Pero creo que es necesario transformar la tristeza, tomándonos un rato para pensar en Delia y en todas las dimensiones que constituyeron a la mujer valiente, de la voz tranquila y las palabras vehementes. Aunque tal vez aquella dimensión a la que le debamos mucho más de lo que el pueblo de Gualeguaychú le haya reconocido, es a la mujer docente.

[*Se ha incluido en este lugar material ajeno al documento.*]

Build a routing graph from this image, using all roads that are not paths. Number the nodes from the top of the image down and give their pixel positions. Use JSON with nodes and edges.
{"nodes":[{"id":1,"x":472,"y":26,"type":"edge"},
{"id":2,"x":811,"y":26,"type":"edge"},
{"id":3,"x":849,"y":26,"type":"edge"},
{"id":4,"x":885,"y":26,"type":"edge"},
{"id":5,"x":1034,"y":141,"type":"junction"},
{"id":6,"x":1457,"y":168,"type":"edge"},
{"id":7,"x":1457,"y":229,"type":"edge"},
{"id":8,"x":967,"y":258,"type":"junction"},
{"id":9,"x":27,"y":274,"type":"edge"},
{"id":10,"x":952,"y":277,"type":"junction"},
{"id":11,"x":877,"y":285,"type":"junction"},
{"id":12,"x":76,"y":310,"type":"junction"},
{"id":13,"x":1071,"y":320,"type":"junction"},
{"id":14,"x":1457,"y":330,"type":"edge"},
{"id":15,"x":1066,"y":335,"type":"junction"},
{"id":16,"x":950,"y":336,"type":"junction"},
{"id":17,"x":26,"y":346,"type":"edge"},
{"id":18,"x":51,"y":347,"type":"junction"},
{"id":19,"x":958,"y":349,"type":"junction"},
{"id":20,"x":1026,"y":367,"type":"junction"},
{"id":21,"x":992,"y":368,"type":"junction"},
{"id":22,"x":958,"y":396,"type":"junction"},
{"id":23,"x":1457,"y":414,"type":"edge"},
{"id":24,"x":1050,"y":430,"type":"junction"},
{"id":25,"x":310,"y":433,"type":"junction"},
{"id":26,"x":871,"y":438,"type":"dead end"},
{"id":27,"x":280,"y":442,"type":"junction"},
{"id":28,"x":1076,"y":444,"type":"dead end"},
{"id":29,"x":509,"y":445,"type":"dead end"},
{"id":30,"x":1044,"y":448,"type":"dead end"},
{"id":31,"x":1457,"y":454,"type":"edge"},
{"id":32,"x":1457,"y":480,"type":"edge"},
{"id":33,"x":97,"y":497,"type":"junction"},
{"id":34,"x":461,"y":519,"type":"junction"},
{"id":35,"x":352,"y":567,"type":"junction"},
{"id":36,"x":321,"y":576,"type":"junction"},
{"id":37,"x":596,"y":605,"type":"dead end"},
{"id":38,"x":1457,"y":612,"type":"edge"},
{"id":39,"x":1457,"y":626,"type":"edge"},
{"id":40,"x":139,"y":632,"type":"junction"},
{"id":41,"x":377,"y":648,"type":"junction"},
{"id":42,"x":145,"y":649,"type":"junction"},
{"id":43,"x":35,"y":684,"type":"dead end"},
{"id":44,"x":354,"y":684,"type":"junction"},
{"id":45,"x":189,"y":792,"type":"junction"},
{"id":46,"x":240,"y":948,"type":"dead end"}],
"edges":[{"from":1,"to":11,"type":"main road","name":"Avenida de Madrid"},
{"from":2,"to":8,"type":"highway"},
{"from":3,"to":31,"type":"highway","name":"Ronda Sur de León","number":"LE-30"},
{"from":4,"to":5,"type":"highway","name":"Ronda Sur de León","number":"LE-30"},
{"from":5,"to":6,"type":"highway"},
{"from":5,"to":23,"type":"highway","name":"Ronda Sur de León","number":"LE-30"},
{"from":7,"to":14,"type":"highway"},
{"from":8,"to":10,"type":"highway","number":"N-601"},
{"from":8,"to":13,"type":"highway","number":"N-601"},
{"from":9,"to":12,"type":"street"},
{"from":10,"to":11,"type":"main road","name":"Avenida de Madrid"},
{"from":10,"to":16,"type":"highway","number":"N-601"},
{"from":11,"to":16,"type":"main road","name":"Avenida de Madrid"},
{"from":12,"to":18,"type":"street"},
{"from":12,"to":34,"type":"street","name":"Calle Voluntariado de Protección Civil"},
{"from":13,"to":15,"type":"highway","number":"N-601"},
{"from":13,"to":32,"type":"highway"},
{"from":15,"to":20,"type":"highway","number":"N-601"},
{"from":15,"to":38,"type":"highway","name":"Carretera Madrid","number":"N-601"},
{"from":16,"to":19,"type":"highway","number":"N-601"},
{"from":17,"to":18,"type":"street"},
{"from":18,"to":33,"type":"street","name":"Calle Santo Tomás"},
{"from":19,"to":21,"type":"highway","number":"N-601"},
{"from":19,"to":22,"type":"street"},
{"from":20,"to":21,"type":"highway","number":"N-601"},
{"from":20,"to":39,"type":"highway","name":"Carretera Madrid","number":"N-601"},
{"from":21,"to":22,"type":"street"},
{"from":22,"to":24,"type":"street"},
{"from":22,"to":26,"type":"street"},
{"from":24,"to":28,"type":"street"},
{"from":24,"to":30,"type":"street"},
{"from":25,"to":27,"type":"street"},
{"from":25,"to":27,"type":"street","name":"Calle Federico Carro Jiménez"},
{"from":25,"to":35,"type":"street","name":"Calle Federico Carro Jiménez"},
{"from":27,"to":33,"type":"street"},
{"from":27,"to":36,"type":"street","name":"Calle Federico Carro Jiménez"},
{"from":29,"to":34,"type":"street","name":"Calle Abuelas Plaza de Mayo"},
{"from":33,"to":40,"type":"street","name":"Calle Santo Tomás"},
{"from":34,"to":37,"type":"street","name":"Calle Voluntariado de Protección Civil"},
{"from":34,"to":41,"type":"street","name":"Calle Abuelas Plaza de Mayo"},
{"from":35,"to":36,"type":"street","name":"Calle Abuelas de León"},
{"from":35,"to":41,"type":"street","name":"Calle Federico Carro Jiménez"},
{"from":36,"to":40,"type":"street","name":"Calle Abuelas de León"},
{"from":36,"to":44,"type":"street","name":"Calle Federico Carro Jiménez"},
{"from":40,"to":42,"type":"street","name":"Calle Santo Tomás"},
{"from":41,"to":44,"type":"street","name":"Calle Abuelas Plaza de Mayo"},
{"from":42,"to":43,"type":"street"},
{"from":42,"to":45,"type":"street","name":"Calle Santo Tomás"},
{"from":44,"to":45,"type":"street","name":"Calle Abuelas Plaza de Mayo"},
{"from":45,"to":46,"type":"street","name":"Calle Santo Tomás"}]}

Allá por el 2007, Delia presentaba en Uruguay su libro “Haciendo Caminos”. En una entrevista con una radio de Maldonado disparaba contra el monocultivo con la claridad que solo puede proporcionar -a veces- una metáfora: “Se han desaparecido los pájaros y las mariposas y se han reproducido las víboras y las alimañas. Eso ya es un mensaje. Hemos dejado la belleza de un lado para que aparezca lo terrible, lo temeroso, lo inconveniente. Y hemos creado un desequilibrio ya preocupante. Porque la naturaleza es sabia, fue creada justamente con un equilibrio donde había lo bueno y lo malo, pero en equilibrio. Actualmente no. Cualquiera dirá: Ay! ahora esta vieja se ha puesto de romántica… pero el hecho de saber que en mí país han desaparecido las mariposas, sabés que me da un dolor, un dolor tan grande. Porque además no desaparecieron porque sí, desaparecieron por justamente la afectación que les ha causado el uso indiscriminado de los agrotóxicos. Hay que decir la verdad, no han desaparecido las mariposas, las matamos, las corrimos”.
Eso era Delia. El mensaje que, en apariencia pequeño, buscaba alumbrar causas grandes.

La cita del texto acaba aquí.